Required work: For the copy, please give all of the data again exactly and leave the pictures out.

Exercise data:
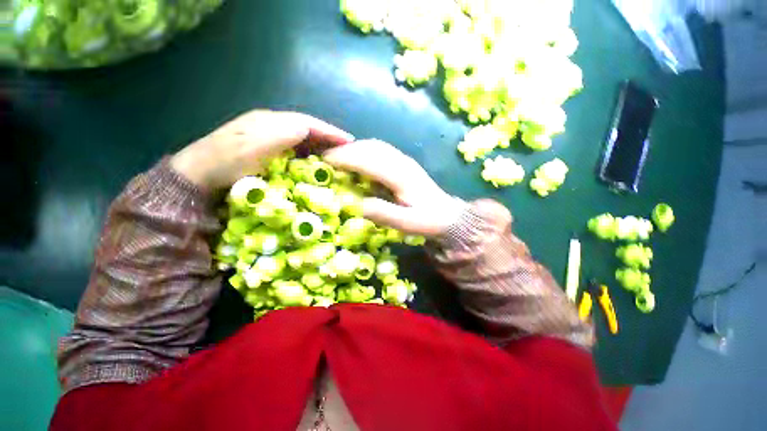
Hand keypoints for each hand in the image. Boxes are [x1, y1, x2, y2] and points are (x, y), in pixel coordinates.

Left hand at [170, 110, 353, 189]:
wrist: (198, 176)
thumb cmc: (226, 162)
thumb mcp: (252, 146)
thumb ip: (279, 134)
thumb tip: (306, 127)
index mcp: (270, 121)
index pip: (307, 122)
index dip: (329, 130)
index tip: (349, 140)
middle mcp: (271, 125)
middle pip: (307, 128)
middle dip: (329, 137)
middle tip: (347, 149)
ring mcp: (268, 137)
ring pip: (302, 138)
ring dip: (321, 145)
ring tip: (337, 155)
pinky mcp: (267, 150)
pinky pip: (295, 148)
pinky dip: (310, 153)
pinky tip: (316, 161)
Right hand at [323, 140, 465, 236]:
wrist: (448, 216)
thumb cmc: (428, 221)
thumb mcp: (407, 223)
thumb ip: (383, 213)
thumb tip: (356, 204)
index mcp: (401, 175)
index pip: (368, 160)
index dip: (344, 158)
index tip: (324, 161)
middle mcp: (401, 162)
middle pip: (369, 147)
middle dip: (345, 150)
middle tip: (326, 159)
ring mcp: (404, 161)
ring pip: (374, 146)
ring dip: (354, 149)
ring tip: (338, 158)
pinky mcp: (404, 164)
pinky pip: (380, 151)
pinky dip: (364, 152)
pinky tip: (358, 161)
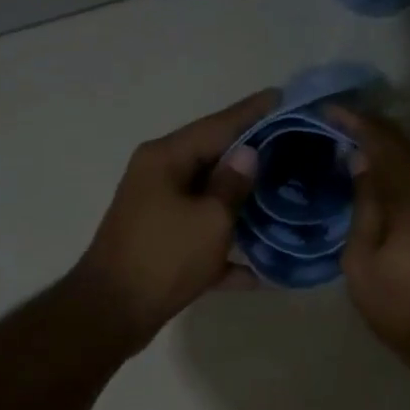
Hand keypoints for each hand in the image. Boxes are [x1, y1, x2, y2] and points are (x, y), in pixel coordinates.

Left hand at [72, 90, 275, 350]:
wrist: (112, 313)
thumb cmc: (164, 258)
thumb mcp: (209, 219)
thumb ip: (232, 184)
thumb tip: (249, 154)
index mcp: (166, 158)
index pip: (218, 124)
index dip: (253, 112)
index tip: (283, 97)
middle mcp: (159, 176)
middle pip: (214, 158)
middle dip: (254, 156)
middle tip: (297, 148)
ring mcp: (159, 211)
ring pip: (211, 198)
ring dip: (245, 203)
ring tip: (288, 196)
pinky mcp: (163, 244)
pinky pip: (204, 236)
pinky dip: (230, 249)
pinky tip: (265, 269)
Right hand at [330, 107, 409, 364]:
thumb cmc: (402, 305)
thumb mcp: (363, 260)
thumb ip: (363, 205)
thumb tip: (360, 162)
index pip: (383, 140)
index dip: (354, 121)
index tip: (324, 109)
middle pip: (402, 146)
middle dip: (367, 132)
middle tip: (329, 127)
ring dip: (380, 154)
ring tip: (342, 151)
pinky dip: (394, 176)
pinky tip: (369, 182)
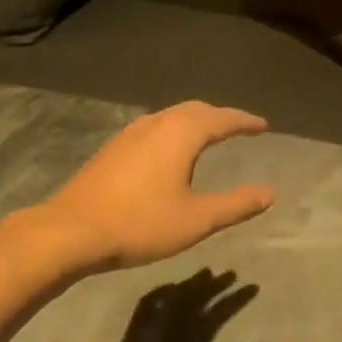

Response:
Hand keypoints for each hand in the image. Boxes are [x1, y1, x2, y2] and points are (x, y), in pixel coordinates.

Left hand at [170, 110, 353, 189]:
wrist: (198, 176)
thumb cmc: (226, 162)
thumb mcp: (252, 146)
thumb ip: (279, 134)
thumb tip: (306, 127)
index mcp: (270, 121)
index pip: (307, 122)
index dip: (329, 130)
index tip: (349, 140)
middle mcp: (271, 125)
middle pip: (307, 128)
middle dip: (329, 137)
middle tip: (347, 149)
ring mcp: (268, 137)
ring pip: (302, 138)
ring dip: (321, 145)
ring tip: (337, 155)
pinky mcp: (267, 150)
pinky pip: (295, 148)
pinky dip: (310, 153)
pinky tip: (316, 161)
Right hand at [323, 140, 465, 236]:
wrist: (448, 216)
thumb cmc: (428, 221)
thumb mcp: (407, 223)
thumb ip: (383, 213)
thumb tip: (356, 204)
index mcp: (401, 175)
index pip: (368, 160)
index dip: (344, 158)
index tip: (324, 161)
middle mcp: (401, 162)
middle pip: (369, 147)
middle dip: (345, 150)
middle tip: (326, 159)
ring mcp: (404, 161)
ring pip: (374, 146)
ring dip: (354, 149)
ring tip: (338, 158)
pinky mcp: (404, 164)
pinky pip: (380, 151)
pinky dip: (364, 152)
pinky tip: (358, 161)
Hand keypoints for each hand in the image. Boxes are [x1, y1, x2, y2] and points are (x, y), in pixel coordinates.

Left hand at [72, 90, 275, 350]:
wrist: (112, 313)
thumb cmc: (164, 258)
thumb mcp: (209, 219)
thumb ip: (232, 184)
thumb tip: (249, 154)
index mcp: (166, 158)
index pip: (218, 124)
index dip: (253, 112)
index tip: (283, 97)
middle mcp: (159, 176)
middle pip: (214, 158)
middle dip: (254, 156)
middle tip: (297, 148)
ring mcp: (159, 211)
ring pip: (211, 198)
ring dip: (245, 203)
ring tip: (288, 196)
pinky mcp: (163, 244)
pinky pip: (204, 236)
pinky dip: (230, 249)
pinky tip: (265, 269)
Right hand at [330, 107, 409, 364]:
thumb cmc: (402, 305)
thumb mcp: (363, 260)
thumb ip: (363, 205)
thumb tip: (360, 162)
index pip: (383, 140)
index dip: (354, 121)
index tip: (324, 109)
middle pip: (402, 146)
middle dip: (367, 132)
middle tip: (329, 127)
ring dip: (380, 154)
ring tip: (342, 151)
pinky dip: (394, 176)
pinky tip: (369, 182)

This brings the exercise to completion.